● WHAT TO DO:
Transcribe all records below exactly, without images.

[Stored data entries]
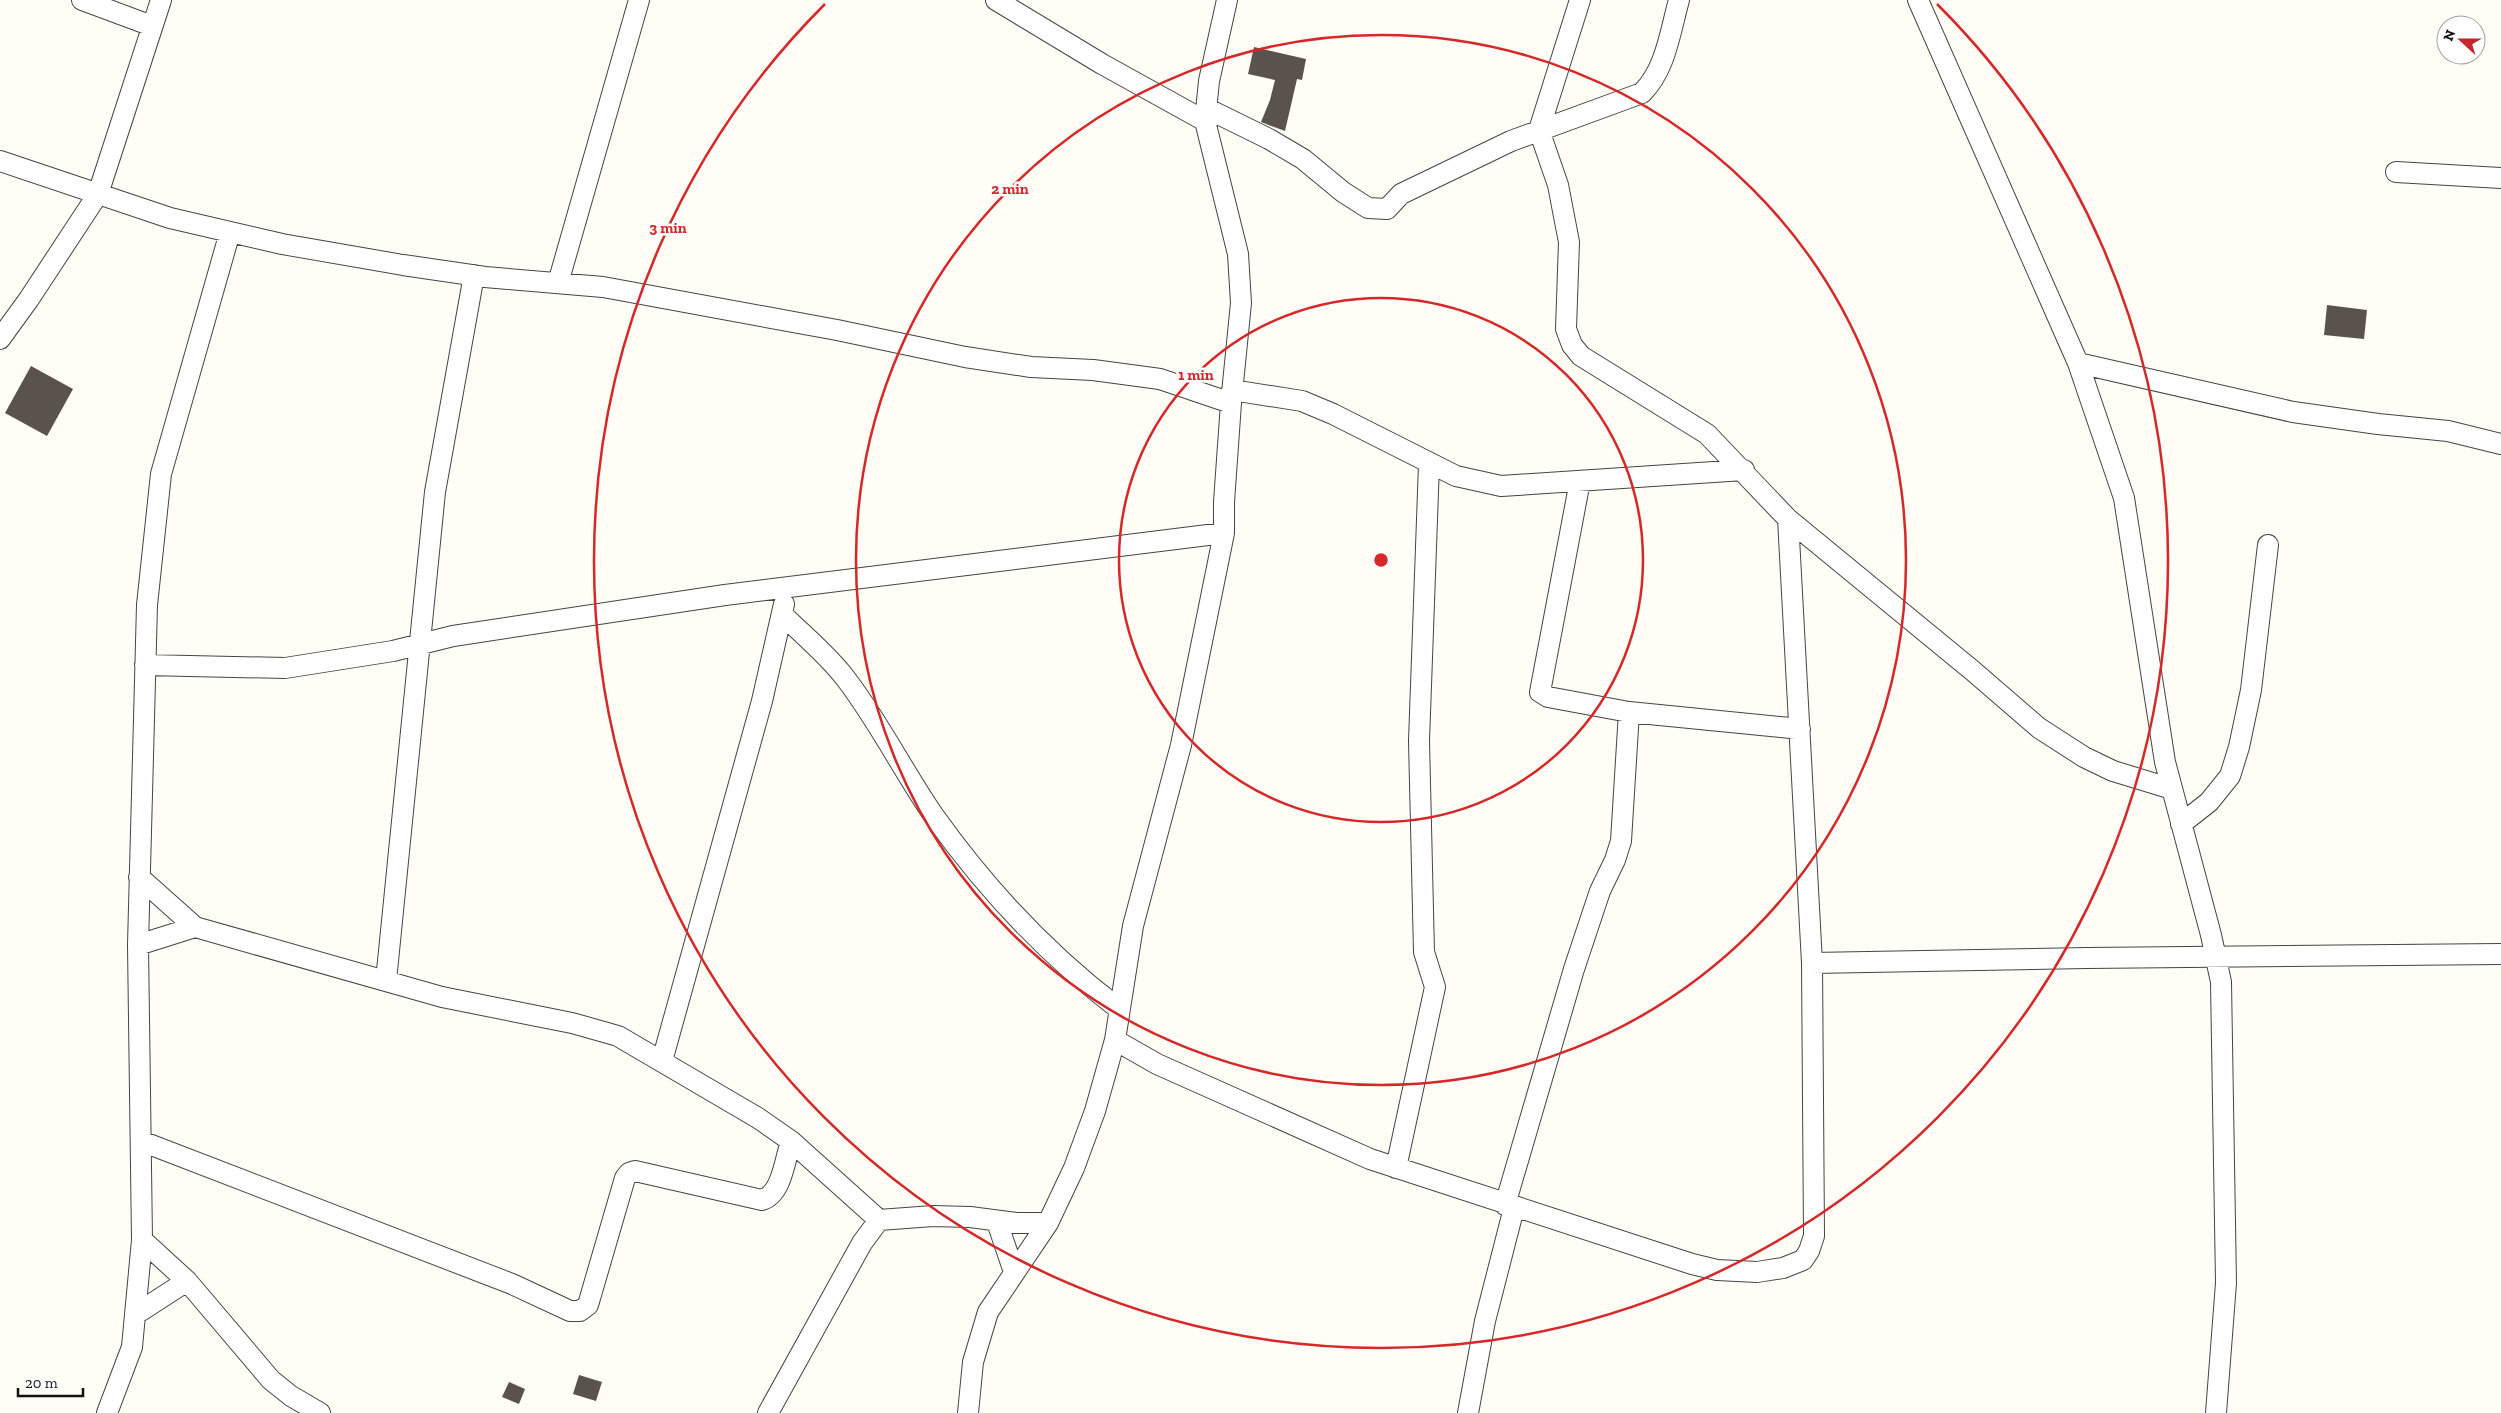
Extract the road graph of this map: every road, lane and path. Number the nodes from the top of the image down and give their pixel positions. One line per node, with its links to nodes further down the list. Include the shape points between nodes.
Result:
1 (82, 0): 9 (street)
2 (161, 0): 9 (street)
3 (639, 0): 18 (street)
4 (996, 0): 10 (street, via 1102,64)
5 (1226, 0): 10 (street)
6 (1580, 0): 11 (street)
7 (1679, 0): 11 (street, via 1654,82 1642,93)
8 (1918, 0): 20 (street)
9 (152, 26): 15 (street)
10 (1205, 115): 11 (street, via 1286,149 1343,192 1368,208 1379,210 1387,209 1401,194 1511,140); 21 (street, via 1238,254 1241,303)
11 (1539, 130): 24 (street, via 1558,186 1569,242 1566,329 1572,345 1581,356 1707,434)
12 (0, 161): 15 (street)
13 (2396, 172): 14 (street)
14 (2501, 178)
15 (98, 194): 16 (street, via 170,218); 19 (street)
16 (230, 232): 17 (street, via 282,244); 32 (street, via 160,474 147,605)
17 (474, 275): 18 (street); 31 (street, via 435,492)
18 (558, 283): 21 (street, via 682,300 993,361 1160,379)
19 (0, 339)
20 (2078, 363): 22 (street, via 2293,412 2448,431); 35 (street, via 2124,498 2165,762)
21 (1232, 397): 23 (street, via 1302,401); 27 (street)
22 (2501, 444)
23 (1429, 464): 25 (street, via 1456,476 1501,486); 49 (street, via 1419,741 1424,952 1435,987)
24 (1744, 470): 25 (street); 26 (street)
25 (1580, 481): 33 (street, via 1540,692 1548,697)
26 (1788, 519): 34 (street); 35 (street, via 2039,728 2113,771)
27 (1224, 533): 29 (street); 44 (street, via 1181,745 1133,926)
28 (2268, 545): 36 (street, via 2251,690 2240,747 2230,776 2210,802)
29 (788, 586): 30 (street); 31 (street, via 453,636)
30 (782, 614): 44 (street, via 844,676 934,815 962,852 1038,941 1078,978); 46 (street, via 762,701)
31 (420, 644): 32 (street, via 284,668); 43 (street)
32 (145, 665): 37 (street)
33 (1629, 712): 34 (street); 50 (street, via 1621,841 1574,969)
34 (1800, 729): 42 (street)
35 (2172, 789): 36 (street)
36 (2181, 824): 41 (street)
37 (139, 877): 38 (street); 39 (street)
38 (195, 927): 39 (street); 43 (street)
39 (138, 945): 47 (street)
40 (2501, 954): 41 (street)
41 (2216, 957): 42 (street); 63 (street, via 2221,982 2226,1283)
42 (1812, 963): 50 (street, via 1814,1236 1803,1260 1783,1268 1757,1272 1717,1270)
43 (386, 981): 46 (street, via 442,997 572,1023 618,1036)
44 (1119, 1009): 45 (street)
45 (1115, 1040): 49 (street, via 1173,1071); 53 (street, via 1085,1141)
46 (662, 1061): 48 (street)
47 (141, 1141): 48 (street, via 503,1281 570,1311 580,1311 588,1305 624,1178 629,1173 635,1171 762,1200 770,1198 776,1190); 54 (street)
48 (791, 1141): 51 (street)
49 (1396, 1168): 50 (street)
50 (1510, 1206): 62 (street)
51 (879, 1220): 52 (street, via 933,1216); 60 (street, via 862,1243)
52 (997, 1222): 53 (street); 55 (street)
53 (1048, 1223): 55 (street)
54 (142, 1240): 56 (street); 57 (street)
55 (1014, 1272): 61 (street, via 988,1312 973,1362)
56 (187, 1281): 57 (street); 59 (street, via 271,1380)
57 (136, 1314): 58 (street, via 132,1347)
58 (107, 1413)
59 (320, 1413)
60 (768, 1413)
61 (968, 1413)
62 (1468, 1413)
63 (2216, 1413)

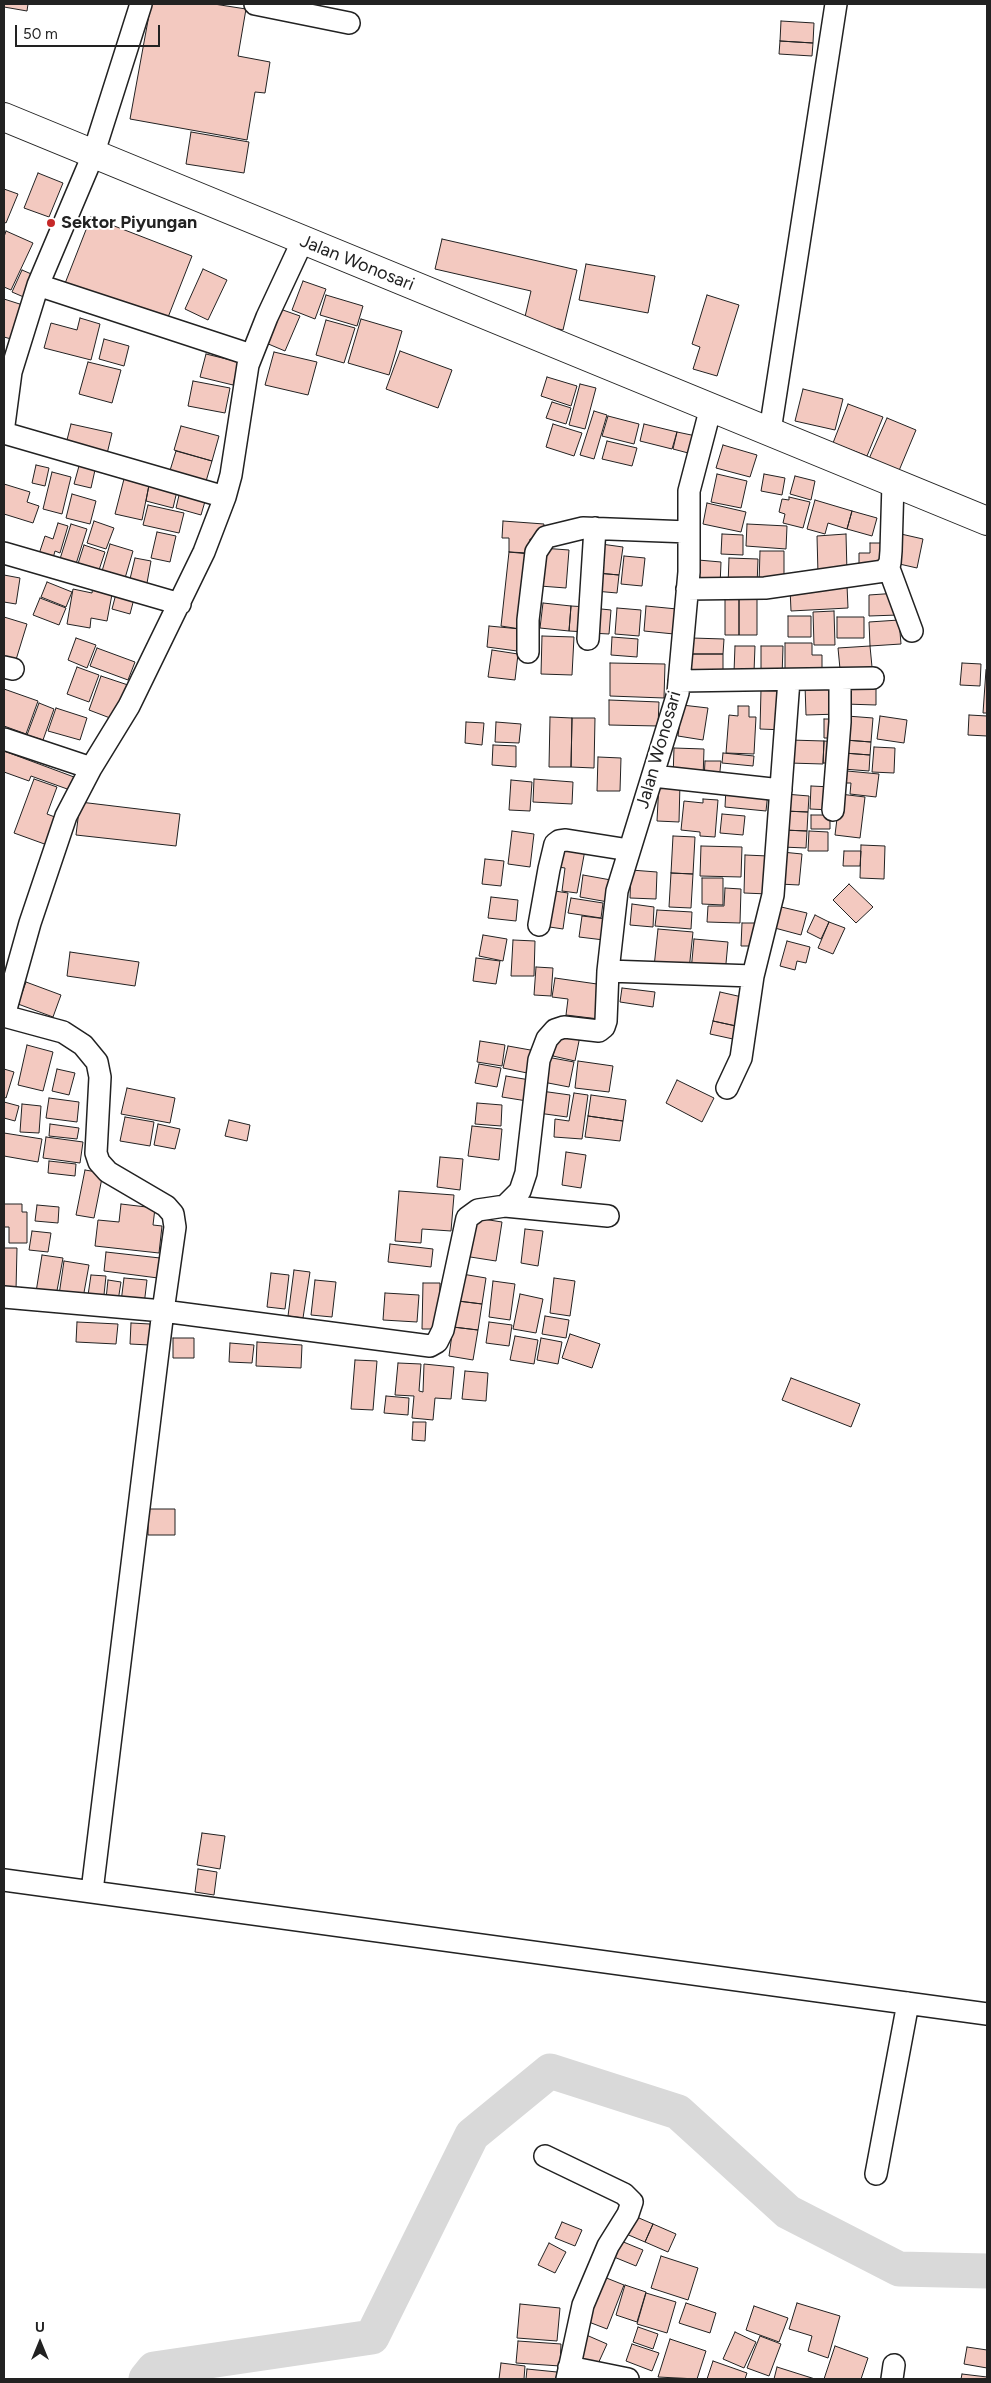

● COMPLETED EXERCISE:
Extract the road graph of this map: every road, lane and path. Number the nodes from the top of the image down and give their pixel positions. One line per node, with its links to nodes further down the list. Include the shape points between nodes.
Result:
1 (82, 0): 9 (street)
2 (161, 0): 9 (street)
3 (639, 0): 18 (street)
4 (996, 0): 10 (street, via 1102,64)
5 (1226, 0): 10 (street)
6 (1580, 0): 11 (street)
7 (1679, 0): 11 (street, via 1654,82 1642,93)
8 (1918, 0): 20 (street)
9 (152, 26): 15 (street)
10 (1205, 115): 11 (street, via 1286,149 1343,192 1368,208 1379,210 1387,209 1401,194 1511,140); 21 (street, via 1238,254 1241,303)
11 (1539, 130): 24 (street, via 1558,186 1569,242 1566,329 1572,345 1581,356 1707,434)
12 (0, 161): 15 (street)
13 (2396, 172): 14 (street)
14 (2501, 178)
15 (98, 194): 16 (street, via 170,218); 19 (street)
16 (230, 232): 17 (street, via 282,244); 32 (street, via 160,474 147,605)
17 (474, 275): 18 (street); 31 (street, via 435,492)
18 (558, 283): 21 (street, via 682,300 993,361 1160,379)
19 (0, 339)
20 (2078, 363): 22 (street, via 2293,412 2448,431); 35 (street, via 2124,498 2165,762)
21 (1232, 397): 23 (street, via 1302,401); 27 (street)
22 (2501, 444)
23 (1429, 464): 25 (street, via 1456,476 1501,486); 49 (street, via 1419,741 1424,952 1435,987)
24 (1744, 470): 25 (street); 26 (street)
25 (1580, 481): 33 (street, via 1540,692 1548,697)
26 (1788, 519): 34 (street); 35 (street, via 2039,728 2113,771)
27 (1224, 533): 29 (street); 44 (street, via 1181,745 1133,926)
28 (2268, 545): 36 (street, via 2251,690 2240,747 2230,776 2210,802)
29 (788, 586): 30 (street); 31 (street, via 453,636)
30 (782, 614): 44 (street, via 844,676 934,815 962,852 1038,941 1078,978); 46 (street, via 762,701)
31 (420, 644): 32 (street, via 284,668); 43 (street)
32 (145, 665): 37 (street)
33 (1629, 712): 34 (street); 50 (street, via 1621,841 1574,969)
34 (1800, 729): 42 (street)
35 (2172, 789): 36 (street)
36 (2181, 824): 41 (street)
37 (139, 877): 38 (street); 39 (street)
38 (195, 927): 39 (street); 43 (street)
39 (138, 945): 47 (street)
40 (2501, 954): 41 (street)
41 (2216, 957): 42 (street); 63 (street, via 2221,982 2226,1283)
42 (1812, 963): 50 (street, via 1814,1236 1803,1260 1783,1268 1757,1272 1717,1270)
43 (386, 981): 46 (street, via 442,997 572,1023 618,1036)
44 (1119, 1009): 45 (street)
45 (1115, 1040): 49 (street, via 1173,1071); 53 (street, via 1085,1141)
46 (662, 1061): 48 (street)
47 (141, 1141): 48 (street, via 503,1281 570,1311 580,1311 588,1305 624,1178 629,1173 635,1171 762,1200 770,1198 776,1190); 54 (street)
48 (791, 1141): 51 (street)
49 (1396, 1168): 50 (street)
50 (1510, 1206): 62 (street)
51 (879, 1220): 52 (street, via 933,1216); 60 (street, via 862,1243)
52 (997, 1222): 53 (street); 55 (street)
53 (1048, 1223): 55 (street)
54 (142, 1240): 56 (street); 57 (street)
55 (1014, 1272): 61 (street, via 988,1312 973,1362)
56 (187, 1281): 57 (street); 59 (street, via 271,1380)
57 (136, 1314): 58 (street, via 132,1347)
58 (107, 1413)
59 (320, 1413)
60 (768, 1413)
61 (968, 1413)
62 (1468, 1413)
63 (2216, 1413)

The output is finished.